There is a legend among the Inuit about the halo that appears around the sun. Known in some parts as siqiniup qilauta—roughly translated, “the sun’s drum”, it is a good sign; a symbol of good luck.
Siqiniup Qilauta or Sunsdrum is also the collective name of indigenous performers, Heidi Langille and Lynda Brown, who will be featured presenters at Imaginate: We All Have a Story, at Port Hope's Capitol Theatre on April 13, 2017.
Based in Ottawa, they have traveled nationally and internationally, demonstrating traditional and contemporary Inuit throat singing, drum dancing, and games—as well as providing interactive workshops on the history of the Inuit, and their current realities.
"We believe strongly in the strength and resiliency of
a cultural people that moved from igloo to iPod in such a short time."
Heidi Langille is an urban Inuk with family roots in Nunatsiavut. She is one of the founders of the Ottawa Inuit Children’s Centre which empowers Inuit families in Ottawa with many programs and services. Heidi was nominated as one of the National Aboriginal Role Models in 2010–2011 which has enabled her to motivate and inspire Aboriginal youth across Canada.
Lynda Brown was born in Nunavut, her mother’s family originates from Pangnirtung, and her father is of Scottish descent.
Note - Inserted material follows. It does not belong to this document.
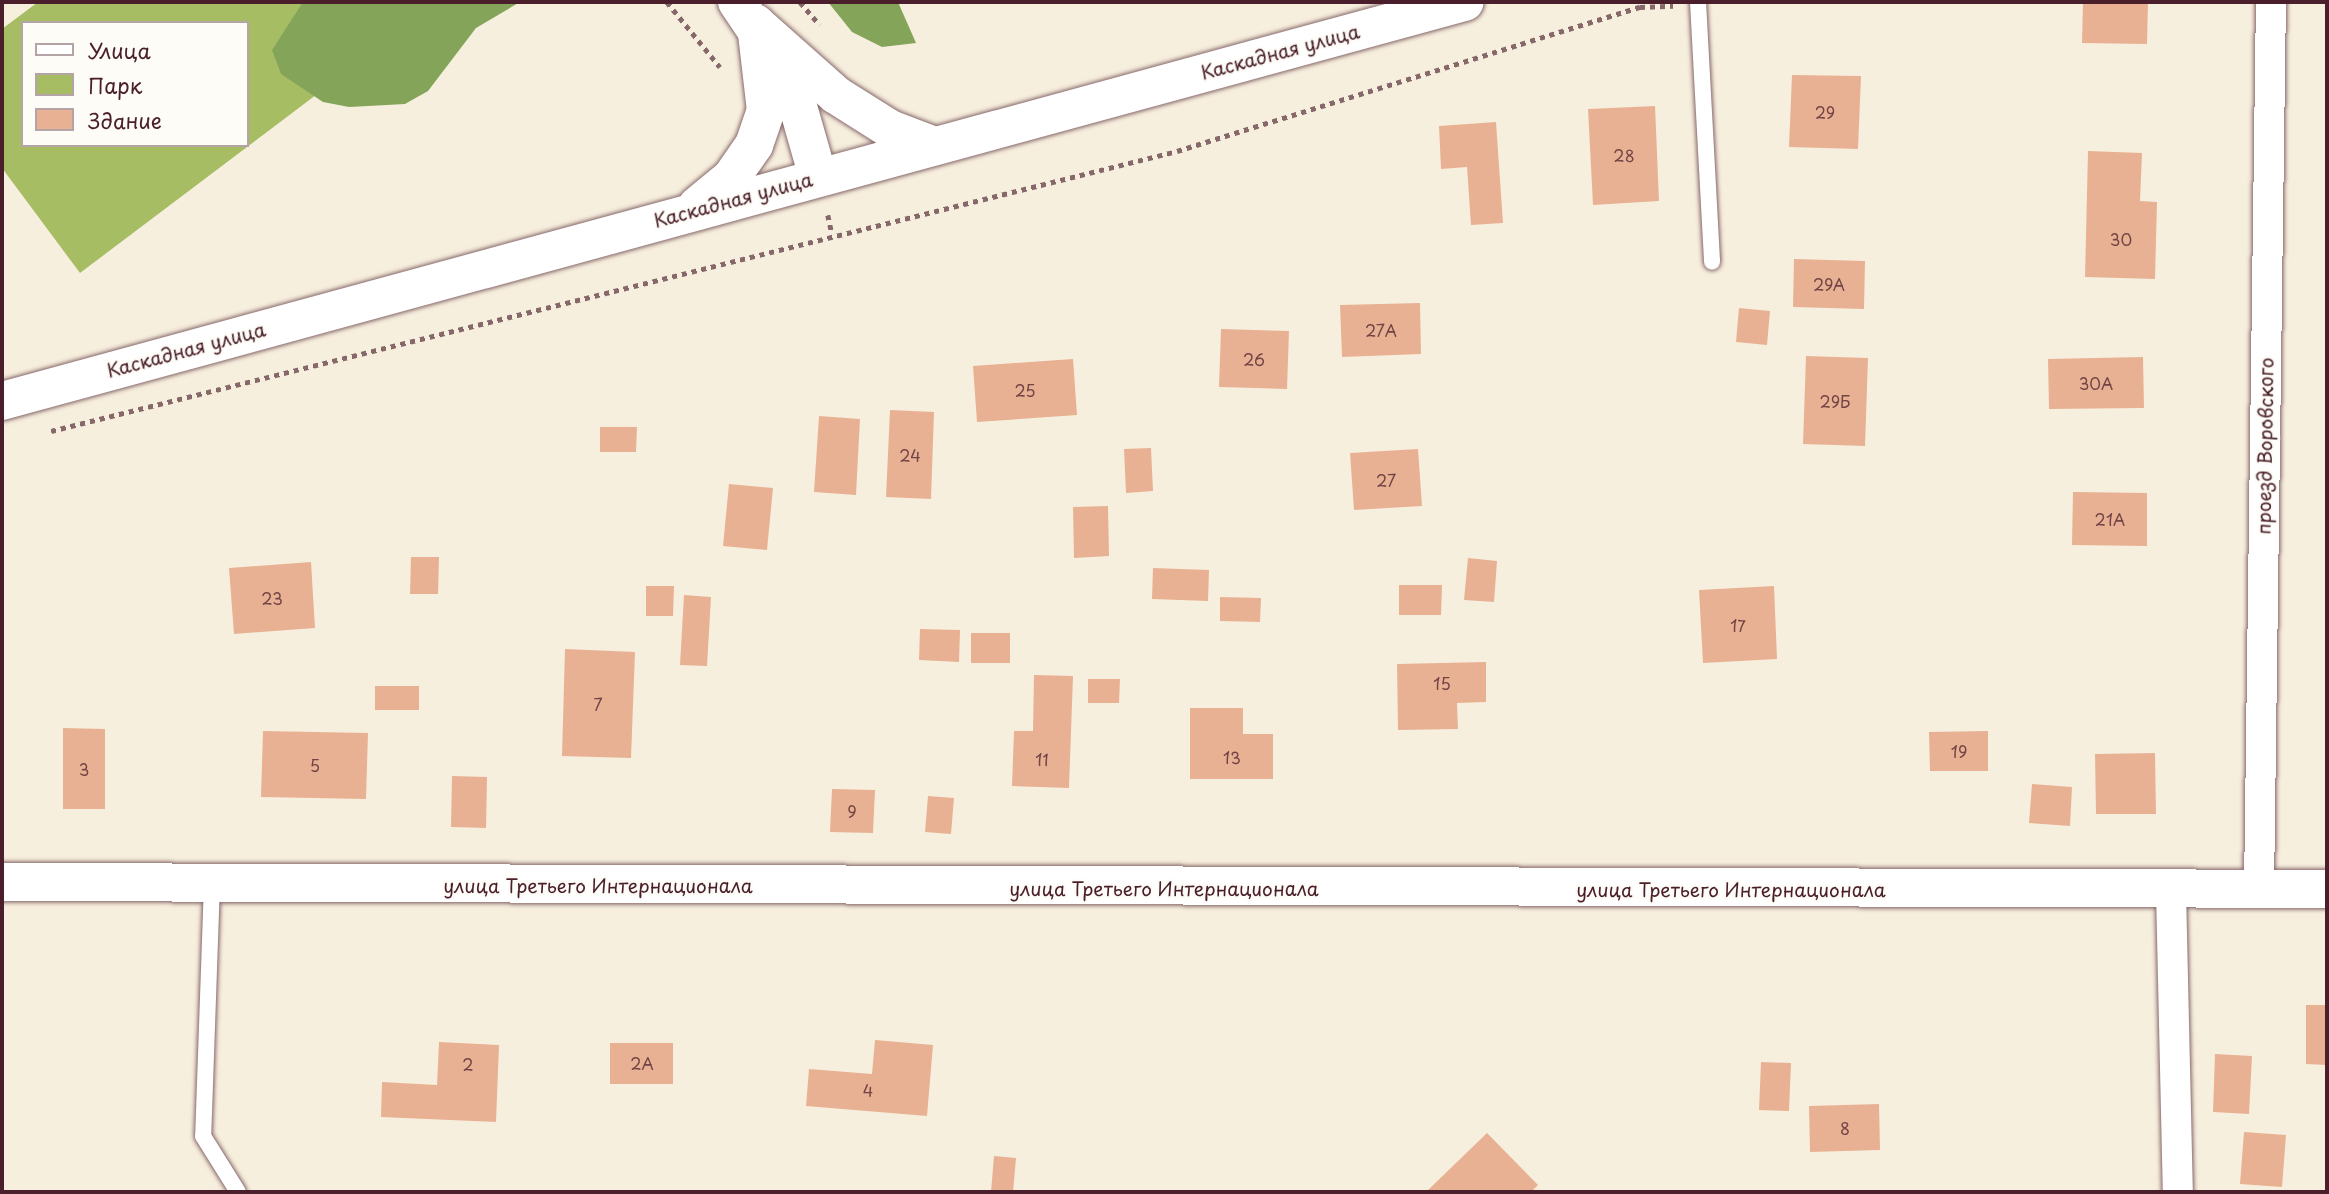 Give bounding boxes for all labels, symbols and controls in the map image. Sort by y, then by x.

Upon graduating from Trent University with an Honours Bachelor of Arts degree in Native Studies and Psychology, she moved to the nation’s capital, home to the largest southern Inuit community, Lynda loves her work with the Ottawa Inuit Children’s Centre and volunteers her time, primarily focusing on Inuit women and children, with Inuit Non-Profit Housing Corporation.
Sunsdrum is a special presentation at this year's
IMAGINATE: We All Have a Story, by our partner sponsor, Adventure Canada, along with our host, David Newland, multi-talented ambassador for Adventure Canada.